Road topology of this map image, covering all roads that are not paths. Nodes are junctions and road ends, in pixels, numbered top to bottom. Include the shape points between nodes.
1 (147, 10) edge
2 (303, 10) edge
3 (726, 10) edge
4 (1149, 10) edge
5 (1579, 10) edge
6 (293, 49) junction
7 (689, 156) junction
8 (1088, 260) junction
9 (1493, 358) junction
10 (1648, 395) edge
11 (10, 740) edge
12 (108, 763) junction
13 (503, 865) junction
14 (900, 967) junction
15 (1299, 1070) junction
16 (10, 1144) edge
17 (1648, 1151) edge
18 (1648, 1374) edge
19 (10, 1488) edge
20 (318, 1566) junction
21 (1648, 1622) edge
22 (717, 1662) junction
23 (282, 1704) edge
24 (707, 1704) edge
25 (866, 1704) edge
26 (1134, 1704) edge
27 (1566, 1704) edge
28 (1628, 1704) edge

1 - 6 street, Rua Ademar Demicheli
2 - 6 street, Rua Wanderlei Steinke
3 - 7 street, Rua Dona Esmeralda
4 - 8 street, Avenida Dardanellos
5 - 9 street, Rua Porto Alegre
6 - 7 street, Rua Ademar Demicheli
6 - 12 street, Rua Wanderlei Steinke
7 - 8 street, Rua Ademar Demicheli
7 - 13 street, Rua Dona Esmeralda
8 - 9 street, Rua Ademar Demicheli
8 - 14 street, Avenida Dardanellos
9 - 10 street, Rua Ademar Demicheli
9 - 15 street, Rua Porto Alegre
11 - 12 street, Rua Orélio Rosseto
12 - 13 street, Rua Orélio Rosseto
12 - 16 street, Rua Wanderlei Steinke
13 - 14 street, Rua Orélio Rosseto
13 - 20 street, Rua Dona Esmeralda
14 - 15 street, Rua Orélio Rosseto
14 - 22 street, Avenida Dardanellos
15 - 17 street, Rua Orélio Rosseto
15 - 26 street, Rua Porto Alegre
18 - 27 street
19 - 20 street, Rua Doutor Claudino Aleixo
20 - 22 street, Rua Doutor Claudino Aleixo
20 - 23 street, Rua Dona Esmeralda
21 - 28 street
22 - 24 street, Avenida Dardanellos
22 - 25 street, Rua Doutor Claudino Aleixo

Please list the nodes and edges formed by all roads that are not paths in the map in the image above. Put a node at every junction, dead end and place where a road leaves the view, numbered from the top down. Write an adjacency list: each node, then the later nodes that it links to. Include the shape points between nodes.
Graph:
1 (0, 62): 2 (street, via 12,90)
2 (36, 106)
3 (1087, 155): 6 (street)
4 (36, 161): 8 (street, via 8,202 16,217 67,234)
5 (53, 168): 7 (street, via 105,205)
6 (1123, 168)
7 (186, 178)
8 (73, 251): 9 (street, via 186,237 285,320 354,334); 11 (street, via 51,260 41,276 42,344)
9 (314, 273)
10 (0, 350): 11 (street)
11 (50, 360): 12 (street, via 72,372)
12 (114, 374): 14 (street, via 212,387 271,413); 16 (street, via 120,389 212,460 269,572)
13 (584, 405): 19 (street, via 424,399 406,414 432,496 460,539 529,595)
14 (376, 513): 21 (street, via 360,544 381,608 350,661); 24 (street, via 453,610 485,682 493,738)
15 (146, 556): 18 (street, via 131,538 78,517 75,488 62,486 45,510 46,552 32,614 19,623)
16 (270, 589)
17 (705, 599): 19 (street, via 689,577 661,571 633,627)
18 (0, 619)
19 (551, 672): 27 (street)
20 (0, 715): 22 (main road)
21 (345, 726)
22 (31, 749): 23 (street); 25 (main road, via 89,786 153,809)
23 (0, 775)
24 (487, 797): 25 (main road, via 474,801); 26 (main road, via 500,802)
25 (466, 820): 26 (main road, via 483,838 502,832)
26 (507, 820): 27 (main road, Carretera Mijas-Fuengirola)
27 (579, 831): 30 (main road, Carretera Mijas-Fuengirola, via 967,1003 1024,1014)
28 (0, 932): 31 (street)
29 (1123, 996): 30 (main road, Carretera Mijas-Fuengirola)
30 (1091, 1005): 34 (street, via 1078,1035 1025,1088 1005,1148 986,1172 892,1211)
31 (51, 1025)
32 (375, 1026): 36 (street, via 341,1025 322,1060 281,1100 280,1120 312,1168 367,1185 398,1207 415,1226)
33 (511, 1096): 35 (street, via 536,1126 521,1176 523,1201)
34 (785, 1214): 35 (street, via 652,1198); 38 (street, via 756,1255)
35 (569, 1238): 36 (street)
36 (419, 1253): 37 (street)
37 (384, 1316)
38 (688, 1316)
···
Copy every line of the data where "image" is found.

Road topology of this map image, covering all roads that are not paths. Nodes are junctions and road ends, in pixels, numbered top to bottom. Include the shape points between nodes.
Please list the nodes and edges formed by all roads that are not paths in the map in the image above. Put a node at every junction, dead end and place where a road leaves the view, numbered from the top down. Write an adjacency list: each node, then the later nodes that it links to. Include the shape points between nodes.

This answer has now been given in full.